Mit Bescheid vom 8. September 1998 veranlagte die Beklagte die Klägerin nach dem GFT 98. Der entsprechende an die Klägerin gerichtete Beitragsbescheid für 1998 datiert vom 27. April 1999. Mit ihm werden Beiträge (ohne Anteil am gemeinsamen Ausgleich und ohne Insolvenzgeldumlage) in Höhe von 177.567,88 DM gefordert.

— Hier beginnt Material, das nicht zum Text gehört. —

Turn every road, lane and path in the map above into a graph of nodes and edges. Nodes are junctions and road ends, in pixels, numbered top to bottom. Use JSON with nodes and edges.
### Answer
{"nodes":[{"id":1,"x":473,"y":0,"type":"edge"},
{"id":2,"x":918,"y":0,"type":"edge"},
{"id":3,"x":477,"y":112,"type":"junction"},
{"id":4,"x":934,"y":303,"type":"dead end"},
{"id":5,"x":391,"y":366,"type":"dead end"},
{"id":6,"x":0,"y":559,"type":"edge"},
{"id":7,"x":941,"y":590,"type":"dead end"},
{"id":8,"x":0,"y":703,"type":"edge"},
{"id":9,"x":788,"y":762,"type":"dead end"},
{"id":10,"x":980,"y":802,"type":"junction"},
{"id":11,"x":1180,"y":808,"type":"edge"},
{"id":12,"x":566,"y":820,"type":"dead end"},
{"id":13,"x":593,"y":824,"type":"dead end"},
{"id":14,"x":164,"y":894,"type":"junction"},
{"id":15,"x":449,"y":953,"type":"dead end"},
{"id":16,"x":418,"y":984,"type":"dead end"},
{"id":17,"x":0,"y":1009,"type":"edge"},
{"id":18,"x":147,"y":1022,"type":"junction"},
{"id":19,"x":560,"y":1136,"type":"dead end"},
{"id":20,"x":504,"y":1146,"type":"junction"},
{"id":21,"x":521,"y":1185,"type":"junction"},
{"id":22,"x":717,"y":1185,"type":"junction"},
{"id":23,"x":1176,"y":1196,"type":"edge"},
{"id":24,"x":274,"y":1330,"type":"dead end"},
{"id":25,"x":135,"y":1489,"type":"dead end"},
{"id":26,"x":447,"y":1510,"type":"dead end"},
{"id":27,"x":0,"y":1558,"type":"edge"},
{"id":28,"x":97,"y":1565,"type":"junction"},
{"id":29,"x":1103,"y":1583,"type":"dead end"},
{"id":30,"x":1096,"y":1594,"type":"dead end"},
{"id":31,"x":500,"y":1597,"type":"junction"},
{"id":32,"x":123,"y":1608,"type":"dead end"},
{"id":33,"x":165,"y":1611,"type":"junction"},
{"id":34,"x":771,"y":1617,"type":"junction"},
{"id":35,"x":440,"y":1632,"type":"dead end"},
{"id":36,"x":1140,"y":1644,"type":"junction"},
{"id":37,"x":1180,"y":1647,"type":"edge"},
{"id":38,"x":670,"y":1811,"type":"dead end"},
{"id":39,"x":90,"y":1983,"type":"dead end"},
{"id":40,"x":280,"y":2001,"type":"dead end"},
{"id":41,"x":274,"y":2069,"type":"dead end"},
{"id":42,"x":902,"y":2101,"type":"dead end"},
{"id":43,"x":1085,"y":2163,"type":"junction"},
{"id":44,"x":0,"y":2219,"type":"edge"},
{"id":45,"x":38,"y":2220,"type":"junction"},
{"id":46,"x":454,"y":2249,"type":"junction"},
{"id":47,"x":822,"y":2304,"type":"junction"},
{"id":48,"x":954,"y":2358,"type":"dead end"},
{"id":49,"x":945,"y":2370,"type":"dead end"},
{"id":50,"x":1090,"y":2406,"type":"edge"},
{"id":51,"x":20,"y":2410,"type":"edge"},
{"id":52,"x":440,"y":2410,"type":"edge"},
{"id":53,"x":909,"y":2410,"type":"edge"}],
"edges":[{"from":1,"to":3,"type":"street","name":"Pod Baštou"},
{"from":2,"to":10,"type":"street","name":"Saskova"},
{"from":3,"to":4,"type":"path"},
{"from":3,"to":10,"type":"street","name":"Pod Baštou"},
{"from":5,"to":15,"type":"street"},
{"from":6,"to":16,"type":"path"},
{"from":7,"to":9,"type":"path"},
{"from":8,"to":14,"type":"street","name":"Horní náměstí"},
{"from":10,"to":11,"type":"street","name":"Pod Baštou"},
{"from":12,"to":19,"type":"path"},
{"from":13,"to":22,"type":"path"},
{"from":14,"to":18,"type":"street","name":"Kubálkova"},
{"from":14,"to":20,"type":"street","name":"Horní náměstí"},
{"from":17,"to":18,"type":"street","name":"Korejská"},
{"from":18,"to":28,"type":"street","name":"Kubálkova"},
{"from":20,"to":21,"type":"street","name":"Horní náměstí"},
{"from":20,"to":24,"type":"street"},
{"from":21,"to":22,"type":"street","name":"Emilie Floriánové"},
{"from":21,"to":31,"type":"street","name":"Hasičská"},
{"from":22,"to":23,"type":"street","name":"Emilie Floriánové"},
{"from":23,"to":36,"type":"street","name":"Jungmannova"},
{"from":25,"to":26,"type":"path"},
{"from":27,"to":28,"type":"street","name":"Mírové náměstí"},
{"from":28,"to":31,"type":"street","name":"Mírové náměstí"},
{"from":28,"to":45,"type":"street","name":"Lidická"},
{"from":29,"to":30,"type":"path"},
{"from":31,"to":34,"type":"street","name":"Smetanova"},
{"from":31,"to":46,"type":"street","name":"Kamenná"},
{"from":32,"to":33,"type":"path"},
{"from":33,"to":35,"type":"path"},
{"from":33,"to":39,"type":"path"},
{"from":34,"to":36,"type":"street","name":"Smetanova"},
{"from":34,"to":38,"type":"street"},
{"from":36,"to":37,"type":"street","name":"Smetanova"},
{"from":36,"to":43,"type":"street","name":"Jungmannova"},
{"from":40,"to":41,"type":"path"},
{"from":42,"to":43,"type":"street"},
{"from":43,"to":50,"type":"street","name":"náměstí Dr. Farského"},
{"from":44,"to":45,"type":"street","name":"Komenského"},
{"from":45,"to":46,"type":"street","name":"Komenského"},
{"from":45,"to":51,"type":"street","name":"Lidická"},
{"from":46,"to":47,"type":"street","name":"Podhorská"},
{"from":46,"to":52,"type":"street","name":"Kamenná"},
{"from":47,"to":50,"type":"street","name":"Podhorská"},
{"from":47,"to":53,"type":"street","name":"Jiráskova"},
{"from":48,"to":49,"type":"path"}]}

Den sowohl gegen den Veranlagungs- als auch gegen den Beitragsbescheid eingelegten Widerspruch der Klägerin, mit der diese u.a. die Zusammenfassung aller Unternehmen der Zeitarbeit in nur zwei Gefahrtarifstellen gerügt hatte, wies die Beklagte mit Widerspruchsbescheid vom 24. Juni 1999 zurück.
Dagegen hat die Klägerin am 29. Juni 1999 beim Sozialgericht Kiel Klage erhoben. Im Verlaufe des Klageverfahrens hat die Beklagte der Klägerin den Bescheid vom 25. April 2000 erteilt, mit dem für 1999 Beiträge in Höhe von 84.375,66 Euro gefordert werden. Mit Bescheid vom 25. April 2001 fordert die Bek...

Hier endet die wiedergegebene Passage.